Arroz sobe 60% e carne 150% no Irã em meio à guerra e ao bloqueio marítimo
Os preços do arroz no Irã subiram 60% e os da carne 150% em relação ao período anterior à guerra de 40 dias, segundo a Euronews Persian. Sanções, restrições marítimas e perturbações no transporte regional reduzem a oferta, enquanto a inflação pode se aproximar de 70% até o fim do ano.
Alimentos encarecem enquanto o poder de compra diminui
Os preços do arroz nas lojas iranianas subiram 60% e os da carne 150% em relação aos níveis anteriores à guerra de 40 dias, segundo a Euronews Persian. O Grande Bazar de Teerã atrai consumidores em busca de produtos essenciais mais baratos do que em outros estabelecimentos alimentares do país, mas muitas famílias já enfrentam dificuldades para pagar pelas compras básicas.
Os aumentos vão além dos alimentos. Medicamentos, detergentes e outros itens cotidianos ficaram consideravelmente mais caros, enquanto a gasolina subsidiada continua sendo uma exceção relevante. Um morador de Teerã identificado apenas pelo primeiro nome, Masoud, disse à Euronews Persian que a situação se tornou especialmente difícil para quem depende de salário fixo.
A pressão sobre a renda aumenta junto com o choque de preços. Segundo a reportagem, o valor dos rendimentos de quem continua empregado caiu pela metade em comparação com um ano antes, levando algumas pessoas a trabalhar mais horas. A taxa oficial de desemprego é de 9,1%, embora meios de comunicação ligados ao governo afirmem que o número real pode ser várias vezes maior. Um funcionário do Ministério do Trabalho declarou que mais de 1 milhão de empregos haviam desaparecido até o fim de maio, apenas três meses após o início da guerra.
Sanções e restrições marítimas reduzem as opções de abastecimento
Quase seis meses após o ataque dos Estados Unidos e de Israel, a economia iraniana está pressionada pela guerra, por sanções antigas e por um bloqueio marítimo imposto pelos Estados Unidos, informou a Euronews Persian. As restrições dificultaram consideravelmente as exportações de petróleo, reduzindo as receitas necessárias para pagar importações e sustentar a economia doméstica.

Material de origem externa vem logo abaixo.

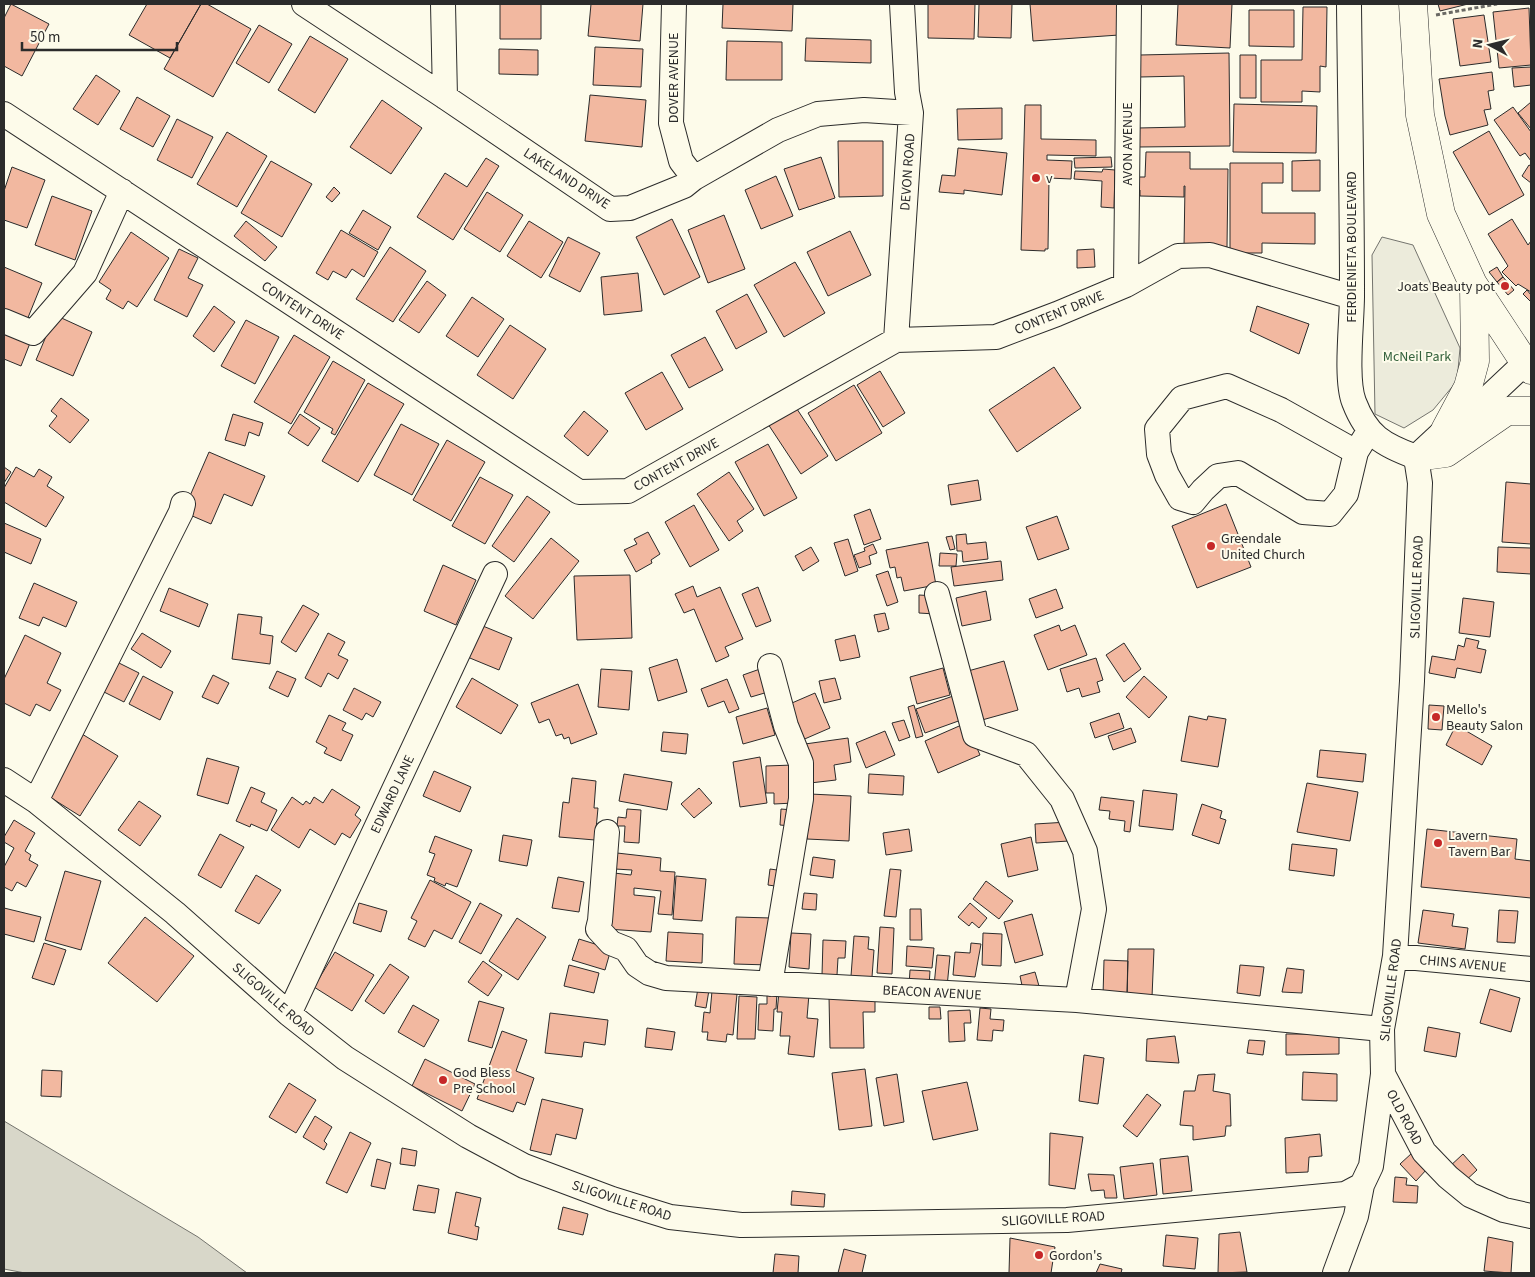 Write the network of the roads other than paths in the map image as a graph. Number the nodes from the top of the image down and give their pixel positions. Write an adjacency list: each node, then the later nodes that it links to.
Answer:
1 (304, 4): 8 (street, LAKELAND DRIVE)
2 (444, 4): 8 (street)
3 (674, 4): 11 (street, DOVER AVENUE)
4 (902, 4): 9 (street, DEVON ROAD)
5 (1128, 4): 14 (street, AVON AVENUE)
6 (1349, 4): 15 (street, FERDIENIETA BOULEVARD)
7 (1413, 11): 13 (main road)
8 (445, 96): 11 (street, LAKELAND DRIVE)
9 (911, 113): 11 (street, LAKELAND DRIVE); 17 (street, DEVON ROAD)
10 (4, 114): 12 (street, CONTENT DRIVE)
11 (694, 178)
12 (122, 191): 16 (street); 17 (street, CONTENT DRIVE)
13 (1474, 284): 18 (main road); 20 (main road)
14 (1126, 285): 15 (street, CONTENT DRIVE); 17 (street, CONTENT DRIVE)
15 (1352, 297): 21 (street, FERDIENIETA BOULEVARD)
16 (4, 321)
17 (896, 340)
18 (1528, 366): 20 (street)
19 (1531, 411): 23 (main road)
20 (1445, 430): 23 (street)
21 (1369, 431): 22 (street); 23 (street, FERDIENIETA BOULEVARD)
22 (1356, 452): 22 (street)
23 (1416, 457): 31 (street, SLIGOVILLE ROAD)
24 (183, 504): 29 (street)
25 (495, 574): 35 (street, EDWARD LANE)
26 (937, 594): 34 (street)
27 (770, 666): 33 (street)
28 (4, 780): 29 (street, SLIGOVILLE ROAD)
29 (36, 801): 35 (street, SLIGOVILLE ROAD)
30 (607, 832): 33 (street, BEACON AVENUE)
31 (1396, 956): 32 (street, CHINS AVENUE); 36 (street, SLIGOVILLE ROAD)
32 (1531, 969)
33 (770, 984): 34 (street, BEACON AVENUE)
34 (1077, 1000): 36 (street, BEACON AVENUE)
35 (289, 1014): 38 (street, SLIGOVILLE ROAD)
36 (1382, 1029): 37 (street, SLIGOVILLE ROAD)
37 (1383, 1074): 38 (street, SLIGOVILLE ROAD); 39 (street, OLD ROAD)
38 (1362, 1185): 40 (street)
39 (1531, 1216)
40 (1335, 1273)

O Irã passou anos desenvolvendo formas de operar sob sanções ocidentais. O país aumentou a produção interna, utilizou redes informais de comércio transfronteiriço, comprou mercadorias sancionadas por meio de terceiros países e transportou petróleo com uma frota fantasma. Esses canais agora enfrentam pressão adicional. Os Emirados Árabes Unidos, que ajudavam o Irã a obter produtos de outros países e a contornar algumas restrições, anunciaram a suspensão de todo o comércio com Teerã.
Washington também ameaçou aplicar sanções secundárias contra países e empresas que continuarem negociando com o Irã. Uma fiscalização mais rígida pode elevar os custos de pagamentos, seguros e logística, além de reduzir o número de intermediários dispostos a movimentar cargas iranianas. Para compradores de alimentos e medicamentos, menos rotas disponíveis podem significar prazos maiores e fontes alternativas mais caras.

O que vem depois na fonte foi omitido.